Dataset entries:
>>>

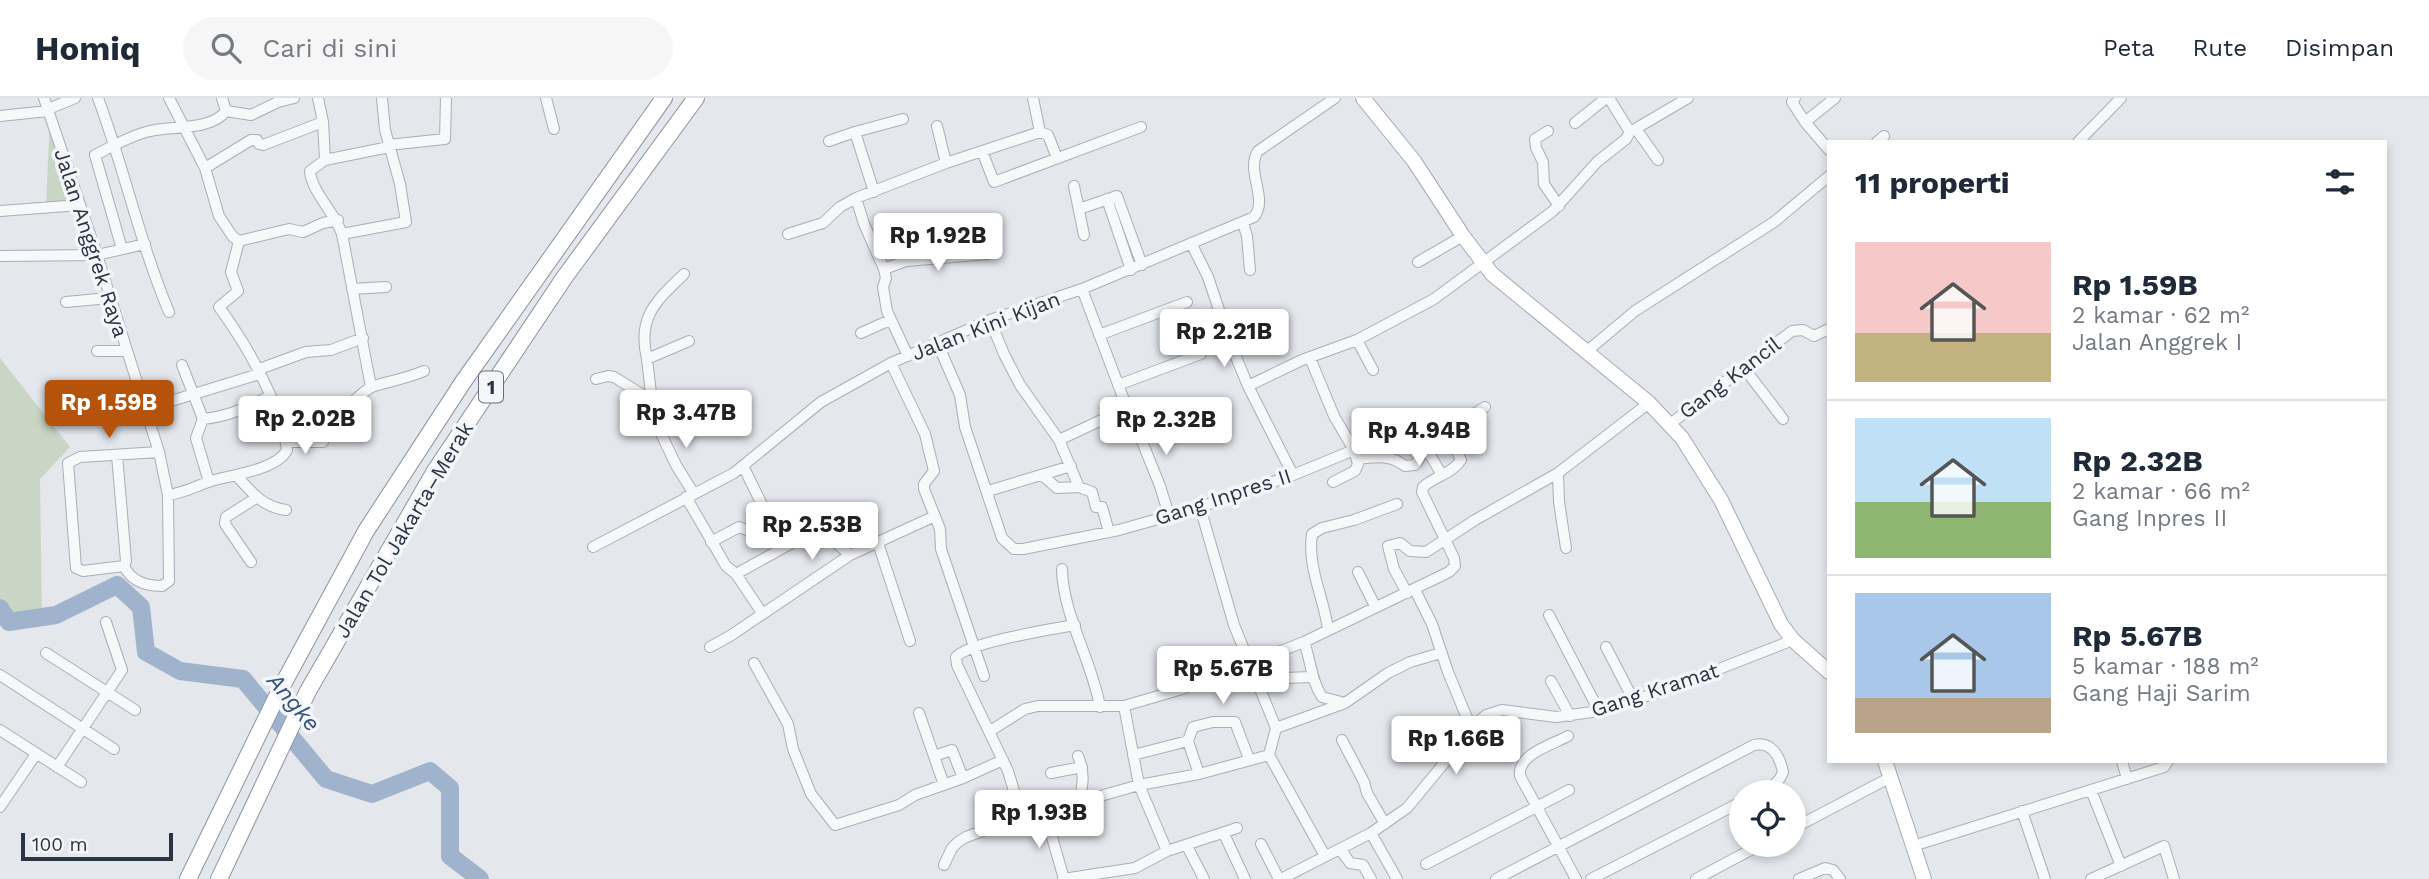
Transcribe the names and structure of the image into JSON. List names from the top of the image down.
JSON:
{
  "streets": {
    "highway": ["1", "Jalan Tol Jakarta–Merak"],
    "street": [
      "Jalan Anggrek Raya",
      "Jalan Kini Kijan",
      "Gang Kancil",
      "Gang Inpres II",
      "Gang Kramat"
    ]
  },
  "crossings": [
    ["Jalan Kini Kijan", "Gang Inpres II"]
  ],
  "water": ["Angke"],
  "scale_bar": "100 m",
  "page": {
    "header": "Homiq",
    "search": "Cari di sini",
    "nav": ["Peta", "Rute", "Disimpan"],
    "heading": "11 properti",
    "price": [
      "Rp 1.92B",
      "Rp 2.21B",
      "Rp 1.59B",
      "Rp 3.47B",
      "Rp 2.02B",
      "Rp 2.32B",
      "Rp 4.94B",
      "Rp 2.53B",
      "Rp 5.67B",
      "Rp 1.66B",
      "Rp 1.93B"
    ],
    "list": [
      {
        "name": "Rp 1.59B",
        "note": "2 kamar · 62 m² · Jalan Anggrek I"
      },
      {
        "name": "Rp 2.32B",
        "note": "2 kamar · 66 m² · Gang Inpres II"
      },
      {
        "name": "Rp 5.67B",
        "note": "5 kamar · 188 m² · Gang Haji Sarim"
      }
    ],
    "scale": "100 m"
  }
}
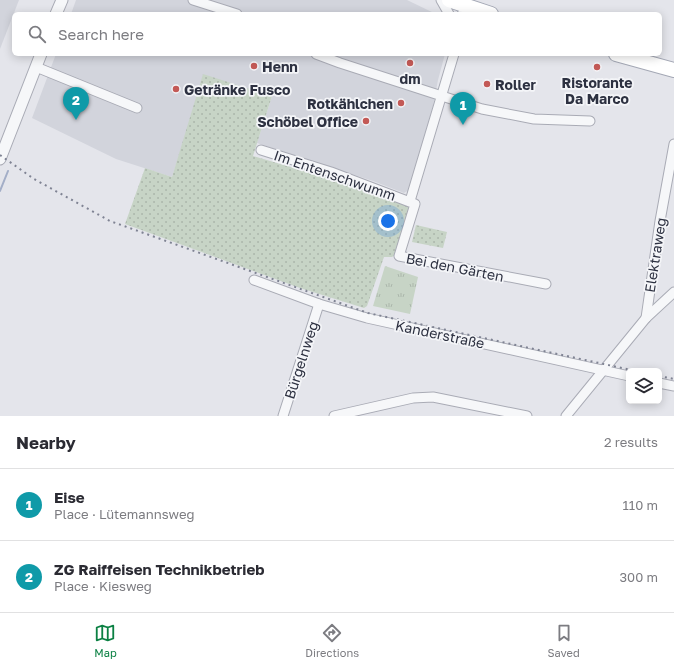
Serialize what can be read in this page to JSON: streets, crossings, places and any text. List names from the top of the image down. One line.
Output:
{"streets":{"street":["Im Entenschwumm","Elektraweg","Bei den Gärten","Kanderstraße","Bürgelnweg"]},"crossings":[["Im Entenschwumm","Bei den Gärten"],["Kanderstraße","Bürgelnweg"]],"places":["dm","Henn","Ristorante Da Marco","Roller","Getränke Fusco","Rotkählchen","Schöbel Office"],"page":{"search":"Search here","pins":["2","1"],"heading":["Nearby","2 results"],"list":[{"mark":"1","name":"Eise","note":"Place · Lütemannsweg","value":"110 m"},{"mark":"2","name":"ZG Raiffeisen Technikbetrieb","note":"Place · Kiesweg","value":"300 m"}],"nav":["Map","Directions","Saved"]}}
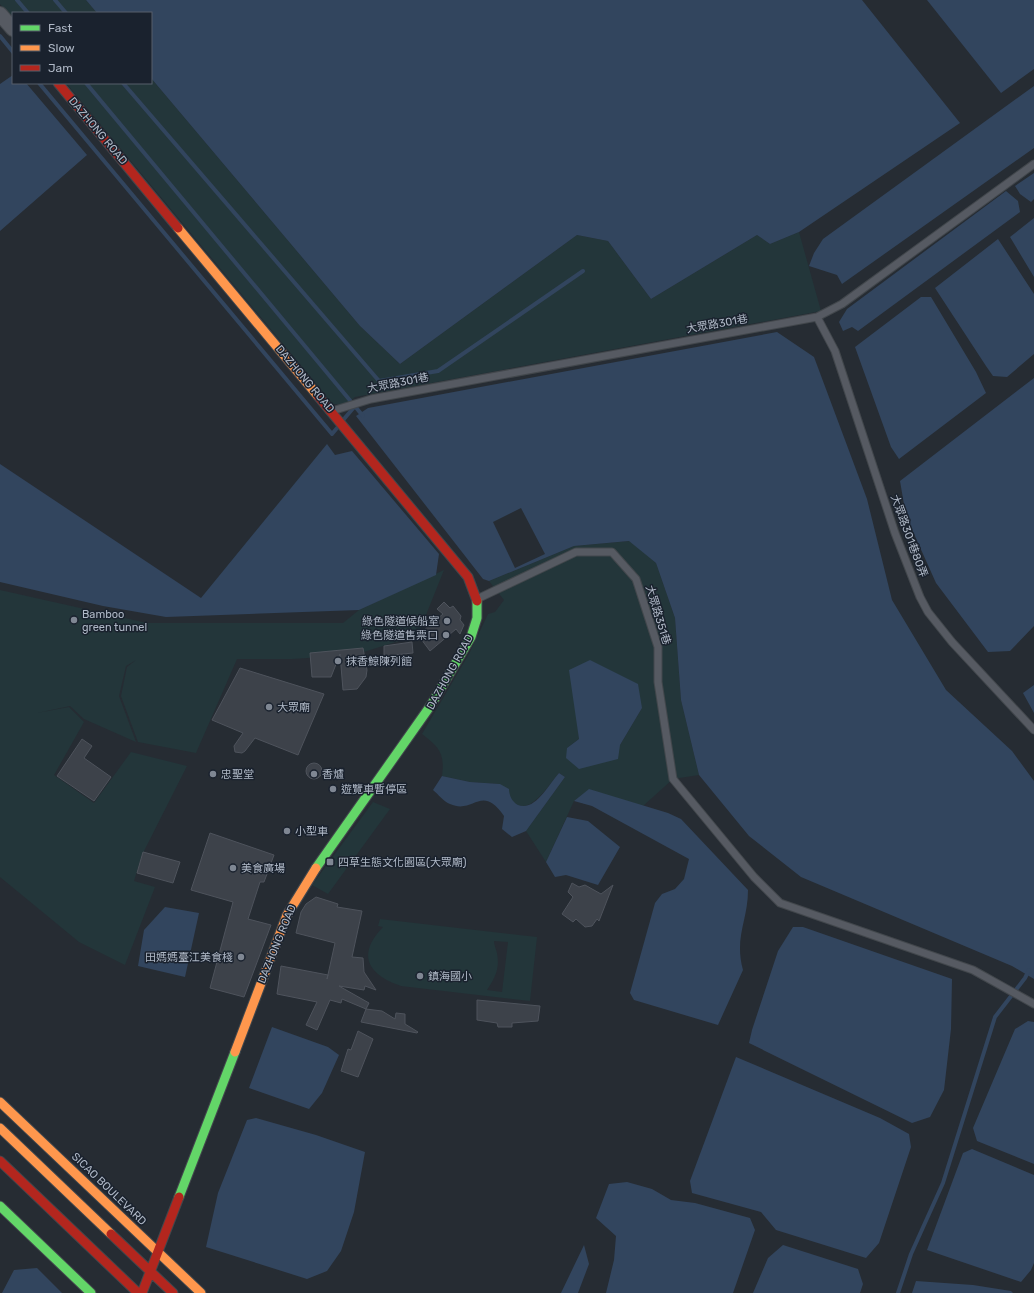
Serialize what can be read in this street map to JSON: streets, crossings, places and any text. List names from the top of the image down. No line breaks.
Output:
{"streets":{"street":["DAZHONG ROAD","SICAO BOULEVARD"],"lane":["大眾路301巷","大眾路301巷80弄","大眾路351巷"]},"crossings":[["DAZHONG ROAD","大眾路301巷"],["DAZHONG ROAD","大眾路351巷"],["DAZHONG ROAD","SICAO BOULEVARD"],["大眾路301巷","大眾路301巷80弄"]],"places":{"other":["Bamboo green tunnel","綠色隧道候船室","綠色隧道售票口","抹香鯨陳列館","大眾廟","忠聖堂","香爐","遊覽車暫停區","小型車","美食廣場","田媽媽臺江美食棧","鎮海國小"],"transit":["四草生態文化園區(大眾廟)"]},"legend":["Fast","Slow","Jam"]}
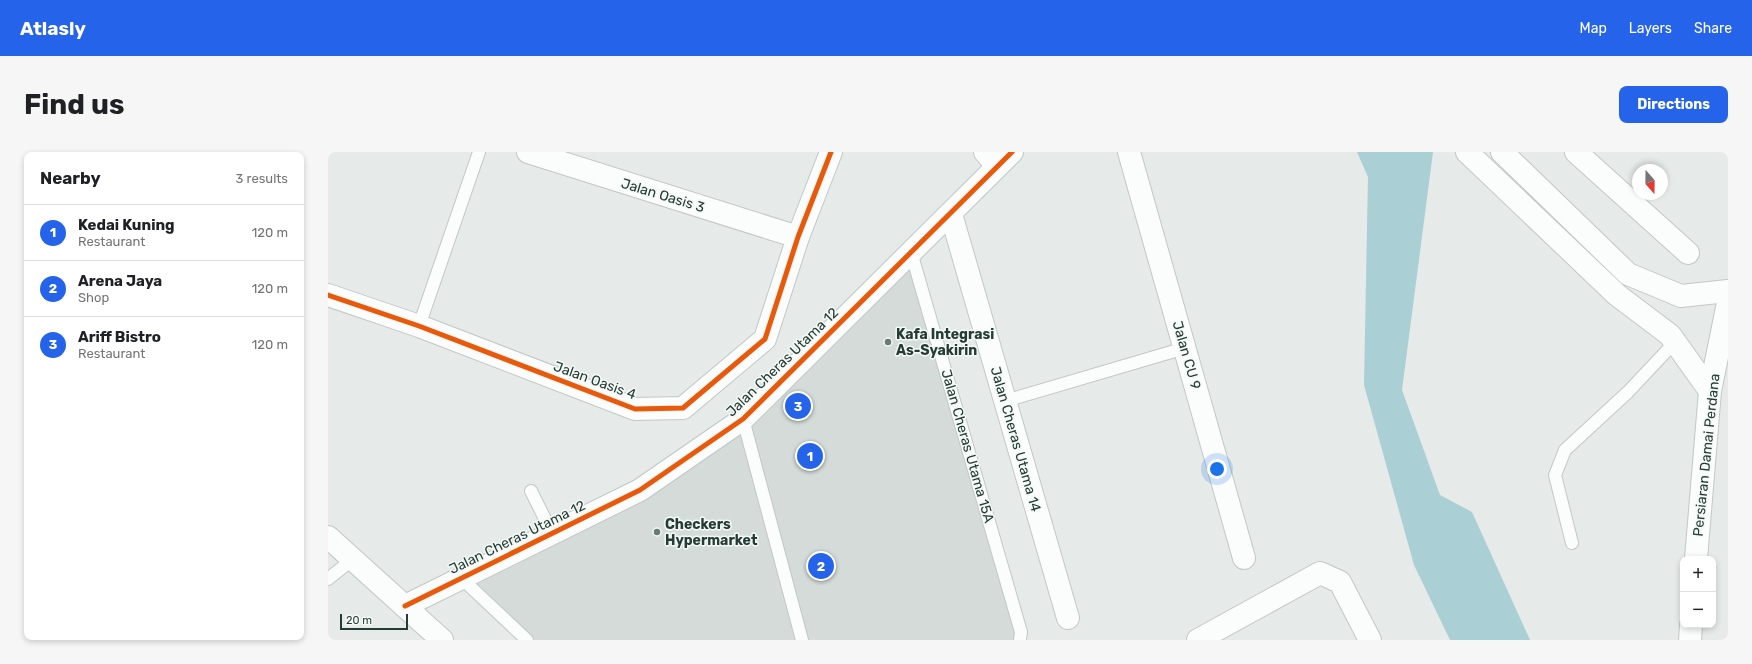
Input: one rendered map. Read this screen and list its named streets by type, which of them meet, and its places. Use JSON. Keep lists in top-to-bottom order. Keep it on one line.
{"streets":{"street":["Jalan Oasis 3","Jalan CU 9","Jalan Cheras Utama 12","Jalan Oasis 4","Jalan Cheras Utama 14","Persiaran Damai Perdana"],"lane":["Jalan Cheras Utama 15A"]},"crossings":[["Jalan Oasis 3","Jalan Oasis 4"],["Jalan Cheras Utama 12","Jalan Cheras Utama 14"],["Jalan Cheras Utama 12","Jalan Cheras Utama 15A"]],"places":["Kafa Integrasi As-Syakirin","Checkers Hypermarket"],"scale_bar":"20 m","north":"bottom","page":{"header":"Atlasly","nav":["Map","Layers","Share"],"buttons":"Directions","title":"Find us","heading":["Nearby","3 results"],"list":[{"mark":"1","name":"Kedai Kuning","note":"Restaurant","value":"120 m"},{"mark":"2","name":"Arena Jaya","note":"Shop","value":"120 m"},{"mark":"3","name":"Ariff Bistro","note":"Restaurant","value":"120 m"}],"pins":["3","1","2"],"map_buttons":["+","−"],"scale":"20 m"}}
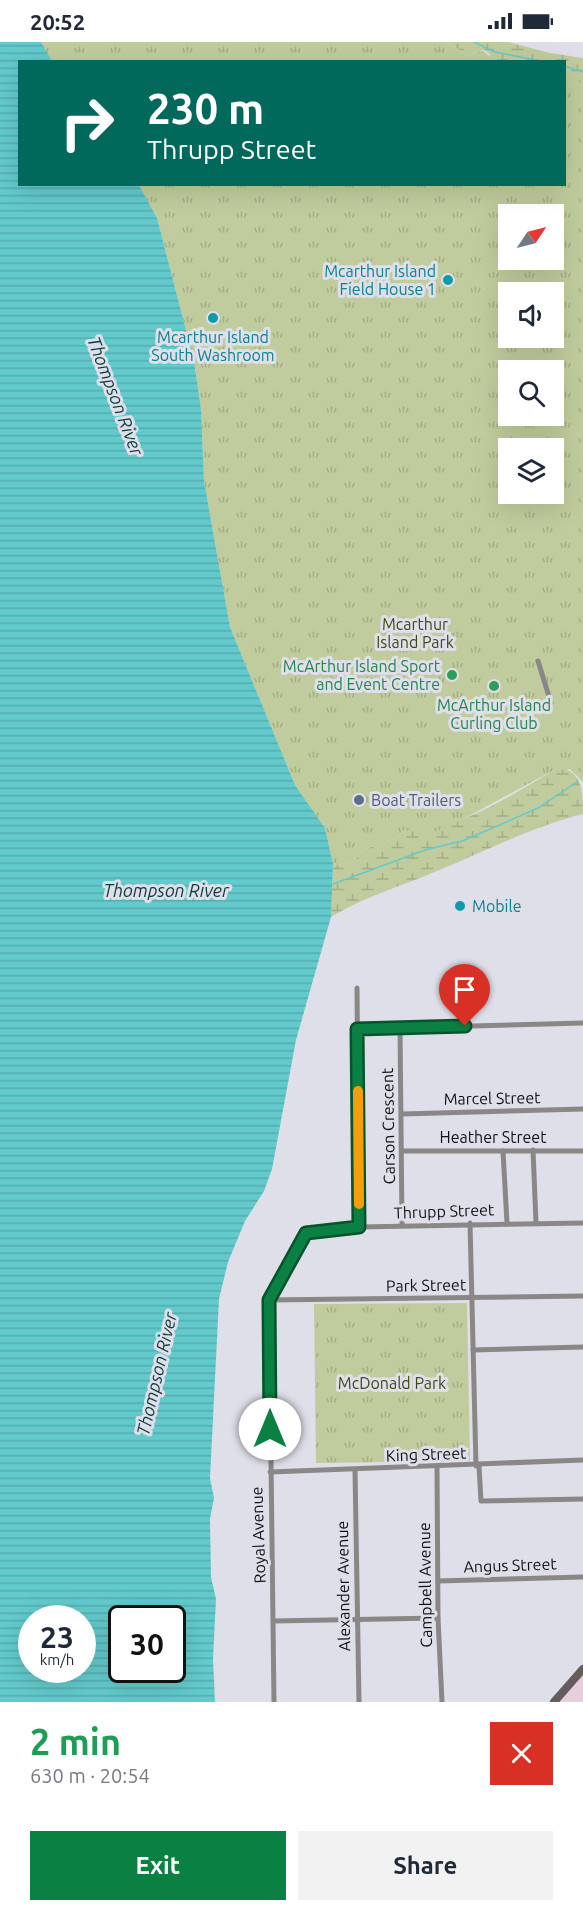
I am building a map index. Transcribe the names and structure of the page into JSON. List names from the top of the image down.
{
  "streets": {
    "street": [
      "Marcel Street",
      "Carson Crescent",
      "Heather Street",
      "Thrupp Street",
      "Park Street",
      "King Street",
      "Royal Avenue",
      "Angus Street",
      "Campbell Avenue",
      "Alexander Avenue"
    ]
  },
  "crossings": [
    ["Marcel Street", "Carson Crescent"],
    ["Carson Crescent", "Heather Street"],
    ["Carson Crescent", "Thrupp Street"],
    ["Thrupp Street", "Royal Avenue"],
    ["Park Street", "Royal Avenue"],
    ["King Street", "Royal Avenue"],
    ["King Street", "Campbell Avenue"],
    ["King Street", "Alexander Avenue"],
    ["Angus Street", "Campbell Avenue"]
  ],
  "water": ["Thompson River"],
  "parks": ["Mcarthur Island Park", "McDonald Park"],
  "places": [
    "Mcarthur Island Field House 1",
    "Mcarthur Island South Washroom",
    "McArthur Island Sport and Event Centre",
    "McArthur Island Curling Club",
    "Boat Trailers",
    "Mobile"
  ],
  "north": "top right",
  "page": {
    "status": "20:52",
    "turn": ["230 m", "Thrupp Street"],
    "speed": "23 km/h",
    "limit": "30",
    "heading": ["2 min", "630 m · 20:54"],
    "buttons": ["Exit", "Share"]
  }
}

<<<

Exercise requirements:
The entries above need to be repeated in full, word for word. Skip the images.

Task response:
Transcribe the names and structure of the image into JSON. List names from the top of the image down.
JSON:
{
  "streets": {
    "highway": ["1", "Jalan Tol Jakarta–Merak"],
    "street": [
      "Jalan Anggrek Raya",
      "Jalan Kini Kijan",
      "Gang Kancil",
      "Gang Inpres II",
      "Gang Kramat"
    ]
  },
  "crossings": [
    ["Jalan Kini Kijan", "Gang Inpres II"]
  ],
  "water": ["Angke"],
  "scale_bar": "100 m",
  "page": {
    "header": "Homiq",
    "search": "Cari di sini",
    "nav": ["Peta", "Rute", "Disimpan"],
    "heading": "11 properti",
    "price": [
      "Rp 1.92B",
      "Rp 2.21B",
      "Rp 1.59B",
      "Rp 3.47B",
      "Rp 2.02B",
      "Rp 2.32B",
      "Rp 4.94B",
      "Rp 2.53B",
      "Rp 5.67B",
      "Rp 1.66B",
      "Rp 1.93B"
    ],
    "list": [
      {
        "name": "Rp 1.59B",
        "note": "2 kamar · 62 m² · Jalan Anggrek I"
      },
      {
        "name": "Rp 2.32B",
        "note": "2 kamar · 66 m² · Gang Inpres II"
      },
      {
        "name": "Rp 5.67B",
        "note": "5 kamar · 188 m² · Gang Haji Sarim"
      }
    ],
    "scale": "100 m"
  }
}
Serialize what can be read in this page to JSON: streets, crossings, places and any text. List names from the top of the image down. One line.
Output:
{"streets":{"street":["Im Entenschwumm","Elektraweg","Bei den Gärten","Kanderstraße","Bürgelnweg"]},"crossings":[["Im Entenschwumm","Bei den Gärten"],["Kanderstraße","Bürgelnweg"]],"places":["dm","Henn","Ristorante Da Marco","Roller","Getränke Fusco","Rotkählchen","Schöbel Office"],"page":{"search":"Search here","pins":["2","1"],"heading":["Nearby","2 results"],"list":[{"mark":"1","name":"Eise","note":"Place · Lütemannsweg","value":"110 m"},{"mark":"2","name":"ZG Raiffeisen Technikbetrieb","note":"Place · Kiesweg","value":"300 m"}],"nav":["Map","Directions","Saved"]}}
Serialize what can be read in this street map to JSON: streets, crossings, places and any text. List names from the top of the image down. No line breaks.
Output:
{"streets":{"street":["DAZHONG ROAD","SICAO BOULEVARD"],"lane":["大眾路301巷","大眾路301巷80弄","大眾路351巷"]},"crossings":[["DAZHONG ROAD","大眾路301巷"],["DAZHONG ROAD","大眾路351巷"],["DAZHONG ROAD","SICAO BOULEVARD"],["大眾路301巷","大眾路301巷80弄"]],"places":{"other":["Bamboo green tunnel","綠色隧道候船室","綠色隧道售票口","抹香鯨陳列館","大眾廟","忠聖堂","香爐","遊覽車暫停區","小型車","美食廣場","田媽媽臺江美食棧","鎮海國小"],"transit":["四草生態文化園區(大眾廟)"]},"legend":["Fast","Slow","Jam"]}
Input: one rendered map. Read this screen and list its named streets by type, which of them meet, and its places. Use JSON. Keep lists in top-to-bottom order. Keep it on one line.
{"streets":{"street":["Jalan Oasis 3","Jalan CU 9","Jalan Cheras Utama 12","Jalan Oasis 4","Jalan Cheras Utama 14","Persiaran Damai Perdana"],"lane":["Jalan Cheras Utama 15A"]},"crossings":[["Jalan Oasis 3","Jalan Oasis 4"],["Jalan Cheras Utama 12","Jalan Cheras Utama 14"],["Jalan Cheras Utama 12","Jalan Cheras Utama 15A"]],"places":["Kafa Integrasi As-Syakirin","Checkers Hypermarket"],"scale_bar":"20 m","north":"bottom","page":{"header":"Atlasly","nav":["Map","Layers","Share"],"buttons":"Directions","title":"Find us","heading":["Nearby","3 results"],"list":[{"mark":"1","name":"Kedai Kuning","note":"Restaurant","value":"120 m"},{"mark":"2","name":"Arena Jaya","note":"Shop","value":"120 m"},{"mark":"3","name":"Ariff Bistro","note":"Restaurant","value":"120 m"}],"pins":["3","1","2"],"map_buttons":["+","−"],"scale":"20 m"}}
I am building a map index. Transcribe the names and structure of the page into JSON. List names from the top of the image down.
{
  "streets": {
    "street": [
      "Marcel Street",
      "Carson Crescent",
      "Heather Street",
      "Thrupp Street",
      "Park Street",
      "King Street",
      "Royal Avenue",
      "Angus Street",
      "Campbell Avenue",
      "Alexander Avenue"
    ]
  },
  "crossings": [
    ["Marcel Street", "Carson Crescent"],
    ["Carson Crescent", "Heather Street"],
    ["Carson Crescent", "Thrupp Street"],
    ["Thrupp Street", "Royal Avenue"],
    ["Park Street", "Royal Avenue"],
    ["King Street", "Royal Avenue"],
    ["King Street", "Campbell Avenue"],
    ["King Street", "Alexander Avenue"],
    ["Angus Street", "Campbell Avenue"]
  ],
  "water": ["Thompson River"],
  "parks": ["Mcarthur Island Park", "McDonald Park"],
  "places": [
    "Mcarthur Island Field House 1",
    "Mcarthur Island South Washroom",
    "McArthur Island Sport and Event Centre",
    "McArthur Island Curling Club",
    "Boat Trailers",
    "Mobile"
  ],
  "north": "top right",
  "page": {
    "status": "20:52",
    "turn": ["230 m", "Thrupp Street"],
    "speed": "23 km/h",
    "limit": "30",
    "heading": ["2 min", "630 m · 20:54"],
    "buttons": ["Exit", "Share"]
  }
}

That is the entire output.